Focus your vision. Stress and fear cause our vision to lose focus and that ALLOWS our brain to panic. When you start to become nervous or apprehensive, make the definite, conscious decision to SEE everything. Notice detail in regards to your horse, your tack, your hands and body posture, your breathing, the environment. Pretend that you may have to report everything that happened to an interested friend later. See everything!

Think like your horse to understand his perspective. He doesn’t think like a human and he is not capable of doing so, but you are able to consider life from your horse’s viewpoint. Until they stamp the word “Suzuki” or “Harley Davidson” on his side, he has a right to his own point of view, emotions and attitude. Realize that he is not worried about yesterday or tomorrow, he is concerned primarily with the situation that the two of you are in at that very moment. Remember that his response to fear is generally “fight or flight”; if he is fighting against you or trying to escape, is it being caused by his fear? Is there anything you can do to help make him more comfortable and relaxed?

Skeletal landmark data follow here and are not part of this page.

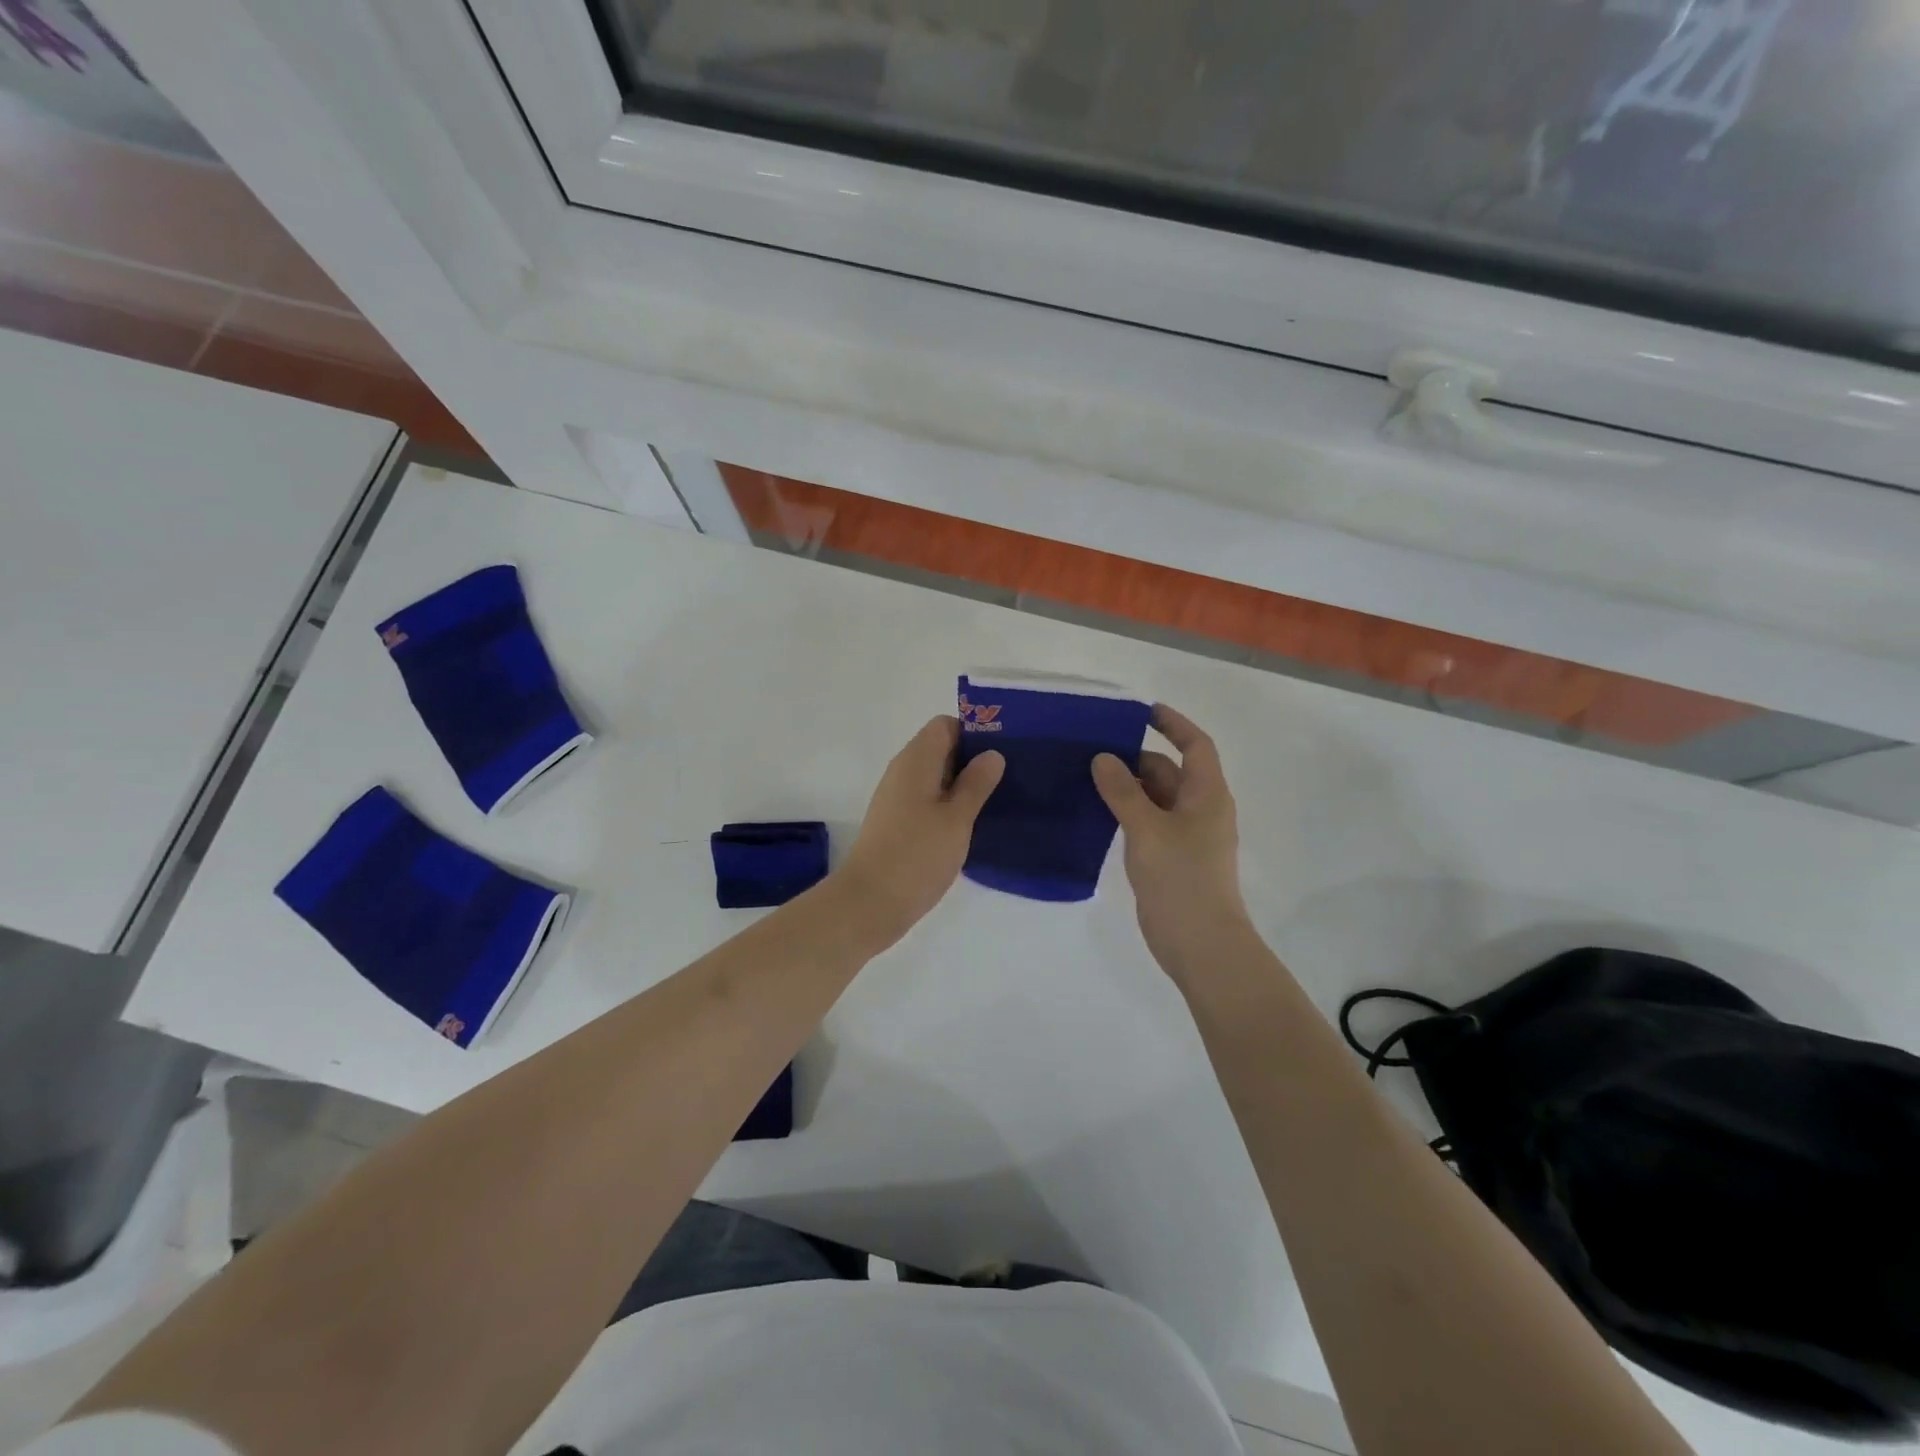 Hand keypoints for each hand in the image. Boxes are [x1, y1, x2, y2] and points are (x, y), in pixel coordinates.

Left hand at [833, 716, 1003, 944]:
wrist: (869, 903)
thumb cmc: (916, 855)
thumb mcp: (957, 818)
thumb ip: (976, 783)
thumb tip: (992, 754)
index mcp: (916, 760)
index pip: (945, 725)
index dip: (974, 733)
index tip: (1002, 753)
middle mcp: (903, 772)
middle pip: (940, 749)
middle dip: (972, 760)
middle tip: (1008, 779)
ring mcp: (897, 798)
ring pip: (935, 778)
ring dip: (962, 786)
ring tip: (996, 803)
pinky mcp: (896, 823)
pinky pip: (927, 801)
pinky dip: (948, 806)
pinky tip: (969, 827)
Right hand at [1092, 705, 1252, 981]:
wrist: (1200, 943)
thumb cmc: (1181, 878)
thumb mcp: (1147, 828)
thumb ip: (1123, 791)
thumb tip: (1103, 758)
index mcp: (1206, 794)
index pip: (1194, 744)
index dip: (1173, 723)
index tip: (1141, 711)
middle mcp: (1199, 809)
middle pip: (1169, 770)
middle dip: (1135, 757)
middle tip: (1092, 748)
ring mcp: (1185, 835)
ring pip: (1155, 798)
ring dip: (1127, 786)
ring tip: (1085, 775)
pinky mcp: (1169, 857)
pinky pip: (1147, 822)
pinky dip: (1126, 812)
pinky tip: (1095, 812) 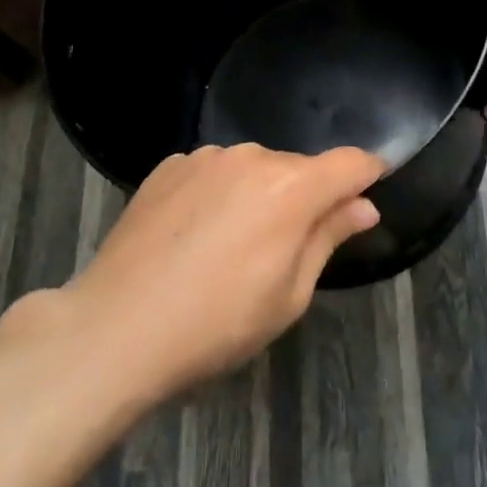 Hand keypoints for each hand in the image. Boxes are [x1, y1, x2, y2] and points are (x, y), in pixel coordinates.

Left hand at [67, 143, 383, 401]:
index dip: (368, 173)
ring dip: (258, 195)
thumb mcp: (288, 296)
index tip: (370, 190)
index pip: (350, 163)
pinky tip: (193, 236)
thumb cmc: (216, 324)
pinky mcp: (169, 166)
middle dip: (305, 198)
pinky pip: (213, 173)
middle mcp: (253, 158)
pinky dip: (218, 194)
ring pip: (253, 169)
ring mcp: (206, 157)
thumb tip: (363, 206)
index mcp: (292, 188)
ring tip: (229, 247)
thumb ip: (328, 238)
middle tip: (284, 250)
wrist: (115, 328)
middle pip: (299, 169) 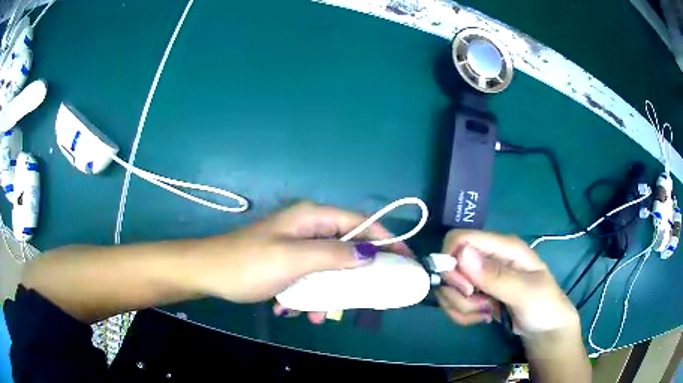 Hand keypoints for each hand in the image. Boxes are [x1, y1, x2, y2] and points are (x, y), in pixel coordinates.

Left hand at [194, 201, 411, 323]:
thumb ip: (334, 255)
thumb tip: (371, 255)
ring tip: (321, 314)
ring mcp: (297, 245)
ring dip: (330, 291)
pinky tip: (298, 310)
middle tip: (371, 295)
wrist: (209, 273)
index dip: (386, 240)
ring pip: (330, 267)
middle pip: (348, 247)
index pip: (361, 223)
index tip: (406, 259)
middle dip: (357, 274)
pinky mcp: (288, 261)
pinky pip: (312, 277)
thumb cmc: (249, 264)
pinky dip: (311, 294)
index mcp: (312, 217)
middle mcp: (308, 227)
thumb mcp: (295, 260)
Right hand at [436, 230, 577, 335]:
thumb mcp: (524, 292)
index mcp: (503, 247)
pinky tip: (481, 317)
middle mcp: (488, 257)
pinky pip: (453, 302)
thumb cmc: (543, 305)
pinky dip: (462, 314)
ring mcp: (480, 276)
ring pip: (449, 287)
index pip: (461, 238)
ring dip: (461, 306)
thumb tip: (461, 254)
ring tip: (485, 312)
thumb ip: (495, 276)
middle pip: (451, 266)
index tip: (465, 288)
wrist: (544, 327)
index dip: (452, 261)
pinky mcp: (475, 294)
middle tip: (479, 305)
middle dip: (458, 292) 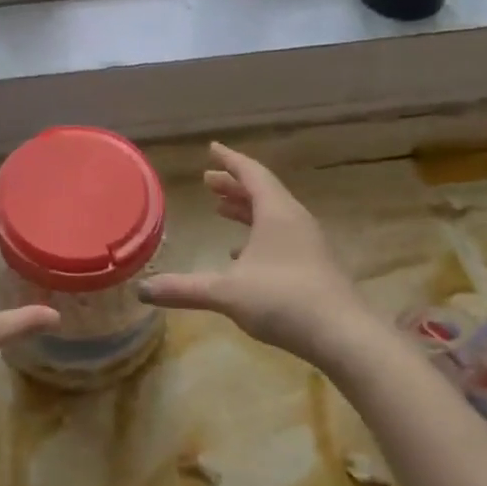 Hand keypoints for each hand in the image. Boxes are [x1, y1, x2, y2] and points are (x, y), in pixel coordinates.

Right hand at [139, 143, 375, 365]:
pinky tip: (241, 254)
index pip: (251, 174)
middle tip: (208, 180)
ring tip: (221, 209)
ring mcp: (308, 243)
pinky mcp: (313, 265)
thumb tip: (141, 290)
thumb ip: (183, 289)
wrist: (344, 336)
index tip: (211, 149)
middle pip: (262, 191)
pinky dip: (258, 233)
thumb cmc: (283, 301)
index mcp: (276, 213)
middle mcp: (294, 220)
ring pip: (273, 214)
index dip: (229, 160)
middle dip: (233, 184)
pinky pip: (281, 236)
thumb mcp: (226, 292)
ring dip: (246, 208) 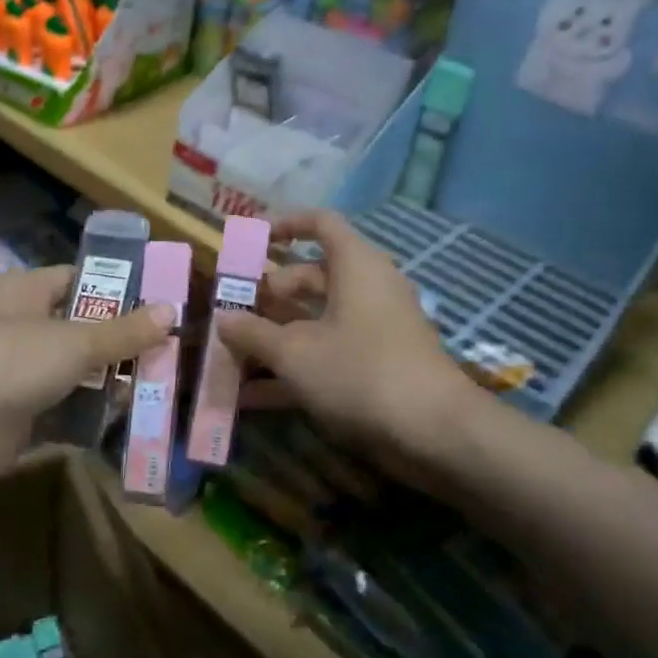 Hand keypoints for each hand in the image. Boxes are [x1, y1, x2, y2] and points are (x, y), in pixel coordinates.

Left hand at [0, 266, 171, 494]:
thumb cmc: (11, 361)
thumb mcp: (76, 342)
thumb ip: (124, 331)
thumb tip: (171, 310)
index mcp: (23, 291)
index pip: (76, 278)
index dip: (116, 288)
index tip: (158, 303)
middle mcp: (16, 326)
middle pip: (78, 328)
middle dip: (119, 342)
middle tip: (167, 352)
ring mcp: (13, 372)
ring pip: (72, 371)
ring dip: (108, 382)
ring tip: (156, 388)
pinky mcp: (14, 414)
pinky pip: (61, 409)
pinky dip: (88, 416)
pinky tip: (125, 422)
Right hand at [218, 210, 476, 463]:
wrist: (433, 433)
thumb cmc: (359, 372)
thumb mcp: (295, 352)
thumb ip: (253, 332)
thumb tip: (223, 317)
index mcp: (355, 266)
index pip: (321, 224)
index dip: (285, 225)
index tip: (251, 241)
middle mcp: (367, 289)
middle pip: (311, 277)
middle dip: (269, 293)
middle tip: (233, 310)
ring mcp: (373, 330)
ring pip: (316, 320)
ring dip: (275, 336)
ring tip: (231, 354)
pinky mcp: (375, 367)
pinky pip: (326, 355)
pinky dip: (293, 369)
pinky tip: (251, 397)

Consciously relax. Your hands, arms, shoulders, back, neck, seat, legs. Your horse can feel a fly land on his skin, he can certainly feel if you are tense, or confident! Square your shoulders, raise your chin! Be the confident leader that he can follow.

Smile like you mean it – it changes your intent! No one is forcing you to work with your horse most likely, you are doing so because it is your choice. So why not enjoy it?

And the biggest tool in the toolbox – accept responsibility! Whatever happens, do not blame your horse! You are the human leader, you are calling the shots, not the other way around. You need to accept responsibility and fix things that go wrong, to set yourself and your horse up for success. Your emotional control over yourself is far more important to your success as a team than is tight physical control over the horse himself!

And finally, remember the words of the inimitable John Wayne: “Courage is being scared to death, and saddling up anyway.”